Karasu B., KAYA M., Ozden A.

Turkish Journal of Gastroenterology, vol.10, no.4, pp.396-402, 1999 (SCI-Expanded) identifier

  • Publication Type: Article / Article
  • Volume: 10 Issue: 4
  • Publication Date: 1999
  • Journal Name: Turkish Journal of Gastroenterology
  • Journal Indexes: Science Citation Index Expanded (SCI-EXPANDED), Scopus, TR DİZİN (ULAKBİM)
  • Page Numbers: pp.396-402
  • Keywords: Gastrin, Helicobacter pylori, NSAID, Pepsinogen
  • Ankara University Affiliated: Yes

Abstract

Serious adverse events can be seen in the gastrointestinal tract and kidneys of patients treated with NSAIDs.

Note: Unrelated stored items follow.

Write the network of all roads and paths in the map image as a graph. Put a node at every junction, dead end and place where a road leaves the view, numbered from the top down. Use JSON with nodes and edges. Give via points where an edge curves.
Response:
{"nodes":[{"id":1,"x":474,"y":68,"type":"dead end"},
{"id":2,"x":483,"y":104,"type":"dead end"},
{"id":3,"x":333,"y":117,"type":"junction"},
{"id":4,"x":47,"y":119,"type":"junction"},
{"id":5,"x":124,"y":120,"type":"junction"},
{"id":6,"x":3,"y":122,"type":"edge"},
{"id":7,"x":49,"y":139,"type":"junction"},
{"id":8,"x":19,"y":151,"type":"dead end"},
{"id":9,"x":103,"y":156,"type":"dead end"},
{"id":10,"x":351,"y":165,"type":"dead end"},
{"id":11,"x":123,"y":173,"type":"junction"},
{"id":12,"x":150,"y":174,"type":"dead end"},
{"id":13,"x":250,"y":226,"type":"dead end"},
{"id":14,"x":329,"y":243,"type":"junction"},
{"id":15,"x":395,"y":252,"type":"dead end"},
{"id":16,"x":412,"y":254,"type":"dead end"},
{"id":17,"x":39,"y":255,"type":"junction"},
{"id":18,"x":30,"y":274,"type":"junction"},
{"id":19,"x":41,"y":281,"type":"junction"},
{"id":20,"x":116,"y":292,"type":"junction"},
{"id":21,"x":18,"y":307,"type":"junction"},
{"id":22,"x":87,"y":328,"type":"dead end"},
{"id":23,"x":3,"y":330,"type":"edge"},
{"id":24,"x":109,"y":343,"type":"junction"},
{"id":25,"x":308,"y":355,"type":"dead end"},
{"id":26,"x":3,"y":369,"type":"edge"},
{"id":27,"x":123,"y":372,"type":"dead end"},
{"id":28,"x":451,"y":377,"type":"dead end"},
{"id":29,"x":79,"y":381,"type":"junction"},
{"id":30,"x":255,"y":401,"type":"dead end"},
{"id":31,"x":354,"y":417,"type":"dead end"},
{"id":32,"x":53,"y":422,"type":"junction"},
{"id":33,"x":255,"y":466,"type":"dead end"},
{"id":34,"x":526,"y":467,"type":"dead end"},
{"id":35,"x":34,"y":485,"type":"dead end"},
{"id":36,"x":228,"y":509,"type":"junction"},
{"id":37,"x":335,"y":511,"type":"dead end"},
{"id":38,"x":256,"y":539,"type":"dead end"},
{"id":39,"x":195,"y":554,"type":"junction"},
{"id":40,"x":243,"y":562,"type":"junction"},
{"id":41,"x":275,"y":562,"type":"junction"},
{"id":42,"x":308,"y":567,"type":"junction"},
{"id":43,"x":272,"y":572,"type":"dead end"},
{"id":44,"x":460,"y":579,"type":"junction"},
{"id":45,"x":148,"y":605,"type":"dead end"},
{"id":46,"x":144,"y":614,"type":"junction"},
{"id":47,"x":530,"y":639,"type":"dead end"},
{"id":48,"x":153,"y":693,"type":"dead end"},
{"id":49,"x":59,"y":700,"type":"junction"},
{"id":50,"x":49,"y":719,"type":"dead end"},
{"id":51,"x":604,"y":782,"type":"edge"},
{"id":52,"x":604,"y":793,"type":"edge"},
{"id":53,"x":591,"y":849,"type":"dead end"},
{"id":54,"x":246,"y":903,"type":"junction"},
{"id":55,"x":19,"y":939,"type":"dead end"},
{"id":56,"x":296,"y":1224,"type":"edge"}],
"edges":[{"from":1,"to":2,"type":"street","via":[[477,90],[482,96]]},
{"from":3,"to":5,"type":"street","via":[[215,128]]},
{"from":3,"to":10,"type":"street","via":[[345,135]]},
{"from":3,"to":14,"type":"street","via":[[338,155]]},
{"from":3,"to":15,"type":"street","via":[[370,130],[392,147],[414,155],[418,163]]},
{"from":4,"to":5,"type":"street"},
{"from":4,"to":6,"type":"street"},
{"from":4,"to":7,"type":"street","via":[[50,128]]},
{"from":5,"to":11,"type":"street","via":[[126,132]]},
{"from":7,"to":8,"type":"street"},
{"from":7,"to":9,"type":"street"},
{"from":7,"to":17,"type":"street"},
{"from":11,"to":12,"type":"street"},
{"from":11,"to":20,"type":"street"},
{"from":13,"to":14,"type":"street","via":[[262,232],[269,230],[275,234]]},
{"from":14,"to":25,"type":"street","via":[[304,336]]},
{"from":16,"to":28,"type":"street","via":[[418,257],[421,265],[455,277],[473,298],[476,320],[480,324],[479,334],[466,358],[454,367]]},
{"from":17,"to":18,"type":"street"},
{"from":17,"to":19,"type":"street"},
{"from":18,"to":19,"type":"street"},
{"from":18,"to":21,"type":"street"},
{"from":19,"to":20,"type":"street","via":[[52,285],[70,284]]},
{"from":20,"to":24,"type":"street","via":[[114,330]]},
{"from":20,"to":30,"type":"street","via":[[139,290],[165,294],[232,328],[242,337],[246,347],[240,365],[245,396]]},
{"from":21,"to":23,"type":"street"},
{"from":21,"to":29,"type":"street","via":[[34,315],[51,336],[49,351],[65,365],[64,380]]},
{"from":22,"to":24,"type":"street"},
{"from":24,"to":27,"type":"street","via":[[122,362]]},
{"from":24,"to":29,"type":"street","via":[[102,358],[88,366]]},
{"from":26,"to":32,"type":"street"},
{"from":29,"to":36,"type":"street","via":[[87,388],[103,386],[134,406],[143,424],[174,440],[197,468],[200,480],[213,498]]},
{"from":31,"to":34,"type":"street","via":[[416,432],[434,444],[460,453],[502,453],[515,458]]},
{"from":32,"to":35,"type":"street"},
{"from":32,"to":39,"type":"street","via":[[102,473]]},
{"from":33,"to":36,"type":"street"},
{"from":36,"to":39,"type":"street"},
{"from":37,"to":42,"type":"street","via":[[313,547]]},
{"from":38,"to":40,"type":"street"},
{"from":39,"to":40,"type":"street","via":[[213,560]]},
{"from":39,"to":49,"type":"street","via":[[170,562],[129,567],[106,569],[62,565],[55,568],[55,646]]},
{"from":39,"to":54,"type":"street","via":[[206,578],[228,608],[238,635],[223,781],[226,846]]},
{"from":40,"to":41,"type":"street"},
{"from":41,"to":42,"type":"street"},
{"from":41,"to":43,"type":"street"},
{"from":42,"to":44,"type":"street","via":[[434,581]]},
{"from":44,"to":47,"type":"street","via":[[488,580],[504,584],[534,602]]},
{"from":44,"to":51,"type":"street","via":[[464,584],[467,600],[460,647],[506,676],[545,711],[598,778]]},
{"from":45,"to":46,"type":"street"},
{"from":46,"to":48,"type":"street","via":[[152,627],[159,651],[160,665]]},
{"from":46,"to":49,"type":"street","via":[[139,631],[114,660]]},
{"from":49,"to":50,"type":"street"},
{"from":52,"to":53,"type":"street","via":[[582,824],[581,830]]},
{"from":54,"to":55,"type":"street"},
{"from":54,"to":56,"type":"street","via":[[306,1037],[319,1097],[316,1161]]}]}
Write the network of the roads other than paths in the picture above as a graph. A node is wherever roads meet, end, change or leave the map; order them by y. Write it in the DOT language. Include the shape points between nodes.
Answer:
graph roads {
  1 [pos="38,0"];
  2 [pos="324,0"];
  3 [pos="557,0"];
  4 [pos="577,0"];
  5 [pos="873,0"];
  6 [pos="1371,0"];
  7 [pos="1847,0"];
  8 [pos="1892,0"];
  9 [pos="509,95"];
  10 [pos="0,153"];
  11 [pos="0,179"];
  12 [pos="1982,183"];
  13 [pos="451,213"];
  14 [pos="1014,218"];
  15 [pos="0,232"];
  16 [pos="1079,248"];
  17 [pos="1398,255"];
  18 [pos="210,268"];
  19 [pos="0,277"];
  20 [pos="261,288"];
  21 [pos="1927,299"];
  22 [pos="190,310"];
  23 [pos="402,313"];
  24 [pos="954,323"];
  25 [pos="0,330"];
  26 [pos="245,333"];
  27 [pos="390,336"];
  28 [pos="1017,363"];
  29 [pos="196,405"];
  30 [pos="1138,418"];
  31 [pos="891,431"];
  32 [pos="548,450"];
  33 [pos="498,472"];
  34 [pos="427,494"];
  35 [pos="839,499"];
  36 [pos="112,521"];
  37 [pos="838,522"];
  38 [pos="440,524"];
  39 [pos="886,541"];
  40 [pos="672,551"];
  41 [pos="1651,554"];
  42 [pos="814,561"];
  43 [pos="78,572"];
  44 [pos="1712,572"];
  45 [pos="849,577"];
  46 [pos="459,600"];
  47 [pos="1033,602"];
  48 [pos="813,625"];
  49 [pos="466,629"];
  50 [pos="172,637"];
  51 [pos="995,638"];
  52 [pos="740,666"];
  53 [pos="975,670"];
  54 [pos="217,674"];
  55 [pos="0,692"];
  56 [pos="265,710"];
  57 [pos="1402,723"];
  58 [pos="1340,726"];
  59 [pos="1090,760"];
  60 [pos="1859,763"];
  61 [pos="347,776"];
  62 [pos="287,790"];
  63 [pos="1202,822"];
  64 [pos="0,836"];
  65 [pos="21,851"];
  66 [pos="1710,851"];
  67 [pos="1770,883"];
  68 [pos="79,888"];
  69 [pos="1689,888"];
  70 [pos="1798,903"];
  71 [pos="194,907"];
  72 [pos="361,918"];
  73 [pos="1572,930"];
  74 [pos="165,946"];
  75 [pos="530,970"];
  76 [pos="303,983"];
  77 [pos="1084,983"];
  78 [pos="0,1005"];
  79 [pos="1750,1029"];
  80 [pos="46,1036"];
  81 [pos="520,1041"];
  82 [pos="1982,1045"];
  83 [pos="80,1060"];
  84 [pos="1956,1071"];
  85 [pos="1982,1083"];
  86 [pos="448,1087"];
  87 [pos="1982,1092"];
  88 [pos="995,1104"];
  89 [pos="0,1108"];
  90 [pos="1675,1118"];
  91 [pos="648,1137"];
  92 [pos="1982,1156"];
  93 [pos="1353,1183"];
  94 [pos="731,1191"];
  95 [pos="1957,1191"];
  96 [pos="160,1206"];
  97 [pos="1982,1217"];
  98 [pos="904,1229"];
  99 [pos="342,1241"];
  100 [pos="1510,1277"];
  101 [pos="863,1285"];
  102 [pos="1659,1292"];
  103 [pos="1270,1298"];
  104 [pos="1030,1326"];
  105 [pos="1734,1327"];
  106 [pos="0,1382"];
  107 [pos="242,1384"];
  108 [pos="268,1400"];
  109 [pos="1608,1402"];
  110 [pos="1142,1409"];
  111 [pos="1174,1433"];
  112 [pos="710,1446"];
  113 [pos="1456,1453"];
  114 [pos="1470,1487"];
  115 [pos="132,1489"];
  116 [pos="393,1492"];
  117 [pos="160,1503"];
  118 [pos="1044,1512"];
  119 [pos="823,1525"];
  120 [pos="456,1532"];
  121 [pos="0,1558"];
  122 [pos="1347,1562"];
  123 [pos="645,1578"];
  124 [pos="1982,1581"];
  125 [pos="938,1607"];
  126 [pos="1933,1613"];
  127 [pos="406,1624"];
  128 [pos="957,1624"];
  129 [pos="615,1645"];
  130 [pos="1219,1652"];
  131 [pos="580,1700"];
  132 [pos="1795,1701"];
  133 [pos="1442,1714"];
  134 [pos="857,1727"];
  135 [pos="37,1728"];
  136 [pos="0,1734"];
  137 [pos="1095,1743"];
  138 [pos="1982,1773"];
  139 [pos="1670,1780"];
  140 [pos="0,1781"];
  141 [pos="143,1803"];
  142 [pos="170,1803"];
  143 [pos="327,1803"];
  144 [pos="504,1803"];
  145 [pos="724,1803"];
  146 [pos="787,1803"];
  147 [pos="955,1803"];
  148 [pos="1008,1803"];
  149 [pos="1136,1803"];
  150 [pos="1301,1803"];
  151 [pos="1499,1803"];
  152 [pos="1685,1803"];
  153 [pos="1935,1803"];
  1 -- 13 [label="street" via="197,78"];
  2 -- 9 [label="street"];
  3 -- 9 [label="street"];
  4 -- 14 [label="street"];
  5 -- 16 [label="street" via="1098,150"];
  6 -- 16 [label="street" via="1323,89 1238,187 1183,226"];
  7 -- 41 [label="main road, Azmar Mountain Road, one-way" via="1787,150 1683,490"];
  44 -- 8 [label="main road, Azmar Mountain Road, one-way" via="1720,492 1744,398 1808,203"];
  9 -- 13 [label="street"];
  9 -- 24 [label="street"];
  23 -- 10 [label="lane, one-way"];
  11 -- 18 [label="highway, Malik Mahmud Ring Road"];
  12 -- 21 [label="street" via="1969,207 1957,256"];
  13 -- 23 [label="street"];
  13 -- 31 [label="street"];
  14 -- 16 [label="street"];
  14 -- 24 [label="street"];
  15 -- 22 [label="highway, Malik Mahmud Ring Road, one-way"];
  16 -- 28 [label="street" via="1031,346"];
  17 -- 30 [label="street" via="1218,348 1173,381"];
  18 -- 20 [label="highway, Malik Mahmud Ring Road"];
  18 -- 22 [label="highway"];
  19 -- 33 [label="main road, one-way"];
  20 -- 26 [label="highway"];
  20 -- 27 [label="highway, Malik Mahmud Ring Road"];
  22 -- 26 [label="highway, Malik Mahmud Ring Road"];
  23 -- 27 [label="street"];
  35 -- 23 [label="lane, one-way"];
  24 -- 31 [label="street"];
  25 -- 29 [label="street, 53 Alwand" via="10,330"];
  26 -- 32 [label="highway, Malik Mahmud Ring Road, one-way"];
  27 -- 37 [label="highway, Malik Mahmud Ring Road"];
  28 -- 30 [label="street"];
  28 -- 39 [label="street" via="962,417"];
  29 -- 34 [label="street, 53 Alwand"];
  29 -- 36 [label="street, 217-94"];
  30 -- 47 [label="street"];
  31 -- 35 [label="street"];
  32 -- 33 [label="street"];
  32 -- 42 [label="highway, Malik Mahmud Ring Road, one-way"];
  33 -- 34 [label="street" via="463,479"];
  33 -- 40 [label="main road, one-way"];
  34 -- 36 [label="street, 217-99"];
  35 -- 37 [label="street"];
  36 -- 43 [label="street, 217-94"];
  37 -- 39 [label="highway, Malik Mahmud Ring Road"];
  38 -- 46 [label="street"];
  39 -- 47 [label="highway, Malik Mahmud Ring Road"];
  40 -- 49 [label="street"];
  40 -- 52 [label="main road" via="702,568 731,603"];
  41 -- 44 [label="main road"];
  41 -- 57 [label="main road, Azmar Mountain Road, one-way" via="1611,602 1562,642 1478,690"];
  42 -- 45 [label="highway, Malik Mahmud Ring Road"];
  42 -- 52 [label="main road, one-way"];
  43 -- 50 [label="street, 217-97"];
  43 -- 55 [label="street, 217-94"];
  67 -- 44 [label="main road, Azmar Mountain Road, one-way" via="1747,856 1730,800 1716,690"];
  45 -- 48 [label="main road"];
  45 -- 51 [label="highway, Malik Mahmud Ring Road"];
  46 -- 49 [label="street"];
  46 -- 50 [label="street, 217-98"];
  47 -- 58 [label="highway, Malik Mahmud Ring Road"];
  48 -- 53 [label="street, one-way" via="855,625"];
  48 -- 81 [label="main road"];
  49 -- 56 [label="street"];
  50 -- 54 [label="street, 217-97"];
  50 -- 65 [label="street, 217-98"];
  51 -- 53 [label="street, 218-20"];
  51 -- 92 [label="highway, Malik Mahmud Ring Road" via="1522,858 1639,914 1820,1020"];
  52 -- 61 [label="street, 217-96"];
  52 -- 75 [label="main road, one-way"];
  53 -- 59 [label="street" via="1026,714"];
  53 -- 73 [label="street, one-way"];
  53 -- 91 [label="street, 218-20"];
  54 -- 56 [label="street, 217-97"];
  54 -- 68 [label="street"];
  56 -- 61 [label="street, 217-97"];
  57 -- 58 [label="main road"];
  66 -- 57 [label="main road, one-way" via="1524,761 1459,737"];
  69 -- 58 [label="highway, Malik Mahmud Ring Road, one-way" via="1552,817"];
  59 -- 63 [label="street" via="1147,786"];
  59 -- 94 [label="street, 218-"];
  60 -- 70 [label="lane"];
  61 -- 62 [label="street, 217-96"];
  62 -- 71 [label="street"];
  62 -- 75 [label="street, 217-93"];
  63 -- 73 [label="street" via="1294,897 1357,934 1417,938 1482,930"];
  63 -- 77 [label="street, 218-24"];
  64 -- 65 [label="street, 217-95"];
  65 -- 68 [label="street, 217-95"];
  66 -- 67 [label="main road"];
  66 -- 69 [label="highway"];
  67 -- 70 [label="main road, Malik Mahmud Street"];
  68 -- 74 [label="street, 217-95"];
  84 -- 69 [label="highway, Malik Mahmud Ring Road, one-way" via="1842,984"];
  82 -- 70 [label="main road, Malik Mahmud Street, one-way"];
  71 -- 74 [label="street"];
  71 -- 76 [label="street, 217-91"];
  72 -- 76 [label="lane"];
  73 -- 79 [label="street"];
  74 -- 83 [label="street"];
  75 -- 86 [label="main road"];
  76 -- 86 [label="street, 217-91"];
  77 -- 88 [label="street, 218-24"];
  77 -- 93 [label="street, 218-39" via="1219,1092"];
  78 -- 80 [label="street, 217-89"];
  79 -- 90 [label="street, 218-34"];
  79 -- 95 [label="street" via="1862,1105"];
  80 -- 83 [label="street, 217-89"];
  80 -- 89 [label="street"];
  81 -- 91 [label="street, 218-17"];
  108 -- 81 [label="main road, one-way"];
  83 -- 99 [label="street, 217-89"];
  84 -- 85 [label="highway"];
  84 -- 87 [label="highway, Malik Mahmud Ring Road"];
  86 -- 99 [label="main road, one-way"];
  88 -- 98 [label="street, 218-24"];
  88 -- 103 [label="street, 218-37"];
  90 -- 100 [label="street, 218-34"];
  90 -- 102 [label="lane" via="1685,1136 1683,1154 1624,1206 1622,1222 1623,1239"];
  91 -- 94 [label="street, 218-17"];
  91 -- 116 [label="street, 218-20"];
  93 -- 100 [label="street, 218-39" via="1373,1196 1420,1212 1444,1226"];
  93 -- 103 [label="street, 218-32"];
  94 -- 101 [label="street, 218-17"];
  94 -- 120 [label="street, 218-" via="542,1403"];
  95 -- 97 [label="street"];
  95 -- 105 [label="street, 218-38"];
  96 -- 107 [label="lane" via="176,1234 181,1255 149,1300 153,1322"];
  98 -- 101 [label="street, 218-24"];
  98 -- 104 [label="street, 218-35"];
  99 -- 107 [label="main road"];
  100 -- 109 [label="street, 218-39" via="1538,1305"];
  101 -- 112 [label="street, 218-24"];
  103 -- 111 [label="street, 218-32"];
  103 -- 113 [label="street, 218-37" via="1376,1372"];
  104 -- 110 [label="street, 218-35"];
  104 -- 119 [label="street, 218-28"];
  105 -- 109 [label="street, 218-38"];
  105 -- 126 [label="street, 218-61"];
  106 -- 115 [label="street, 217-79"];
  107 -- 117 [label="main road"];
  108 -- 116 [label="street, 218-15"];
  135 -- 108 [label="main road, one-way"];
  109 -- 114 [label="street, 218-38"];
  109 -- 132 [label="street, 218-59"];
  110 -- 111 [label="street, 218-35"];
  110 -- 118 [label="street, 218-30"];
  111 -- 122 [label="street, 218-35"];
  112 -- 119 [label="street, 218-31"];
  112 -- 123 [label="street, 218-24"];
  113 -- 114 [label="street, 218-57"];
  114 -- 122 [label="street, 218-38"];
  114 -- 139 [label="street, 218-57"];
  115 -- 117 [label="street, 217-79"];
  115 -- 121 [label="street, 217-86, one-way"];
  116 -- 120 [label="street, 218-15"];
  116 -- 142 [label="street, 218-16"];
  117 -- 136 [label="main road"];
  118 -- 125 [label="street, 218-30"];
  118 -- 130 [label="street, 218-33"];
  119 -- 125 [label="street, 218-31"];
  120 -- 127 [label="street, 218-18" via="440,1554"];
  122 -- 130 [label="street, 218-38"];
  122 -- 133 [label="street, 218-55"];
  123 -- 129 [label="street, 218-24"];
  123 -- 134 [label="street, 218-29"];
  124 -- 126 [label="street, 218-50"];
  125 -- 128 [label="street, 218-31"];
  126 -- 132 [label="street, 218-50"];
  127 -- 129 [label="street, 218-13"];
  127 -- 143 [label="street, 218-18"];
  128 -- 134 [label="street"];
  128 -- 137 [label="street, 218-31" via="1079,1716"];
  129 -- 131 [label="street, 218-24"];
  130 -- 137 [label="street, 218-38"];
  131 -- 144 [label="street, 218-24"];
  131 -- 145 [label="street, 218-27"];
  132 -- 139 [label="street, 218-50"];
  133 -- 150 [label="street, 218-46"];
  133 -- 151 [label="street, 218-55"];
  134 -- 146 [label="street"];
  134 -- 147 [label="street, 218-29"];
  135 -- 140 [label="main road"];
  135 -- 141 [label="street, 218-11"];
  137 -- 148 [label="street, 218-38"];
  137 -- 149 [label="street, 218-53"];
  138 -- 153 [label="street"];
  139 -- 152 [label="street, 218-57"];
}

The purpose of this study was to demonstrate whether a relationship exists between NSAID induced gastrointestinal mucosal injury and the presence of H. pylori and correlation of serum gastrin and pepsinogen-1 levels with the development of mucosal injury. The study included 30 patients (11 female and 9 male) with a mean age of 36.6 (18-65) years. Who were randomised into three comparable groups and either aspirin 300 mg/day, nabumetone, 1000 mg/day, or placebo was given orally for 10 days. Upper gastrointestinal tract endoscopy was performed and symptoms evaluated in each group before and after the treatment period. H. pylori was found to be positive in 24 (80%), patients prior to treatment. Gastrointestinal symptoms before and after 10 days of NSAID treatment were not significantly different (p>0.05) but patients treated with either aspirin (COX1 inhibitor) or nabumetone (COX-2 inhibitor) had a significant (p < 0.05) increase in mucosal injury as demonstrated by endoscopy, when compared to pretreatment findings. No difference was found between the severity or type of mucosal lesions induced either by aspirin or nabumetone. Fasting serum gastrin and pepsinogen-1 levels before and after NSAID treatment were found to be similar. NSAID induced mucosal changes were seen more frequently (p < 0.O5)in patients with H. pylori positivity when compared to those with negative values. In summary, short term NSAID treatment induces asymptomatic mucosal changes. The presence of H. pylori has a role in the development of NSAID induced mucosal changes but pathophysiologic mechanism is not through changes in serum gastrin or pepsinogen-1 levels.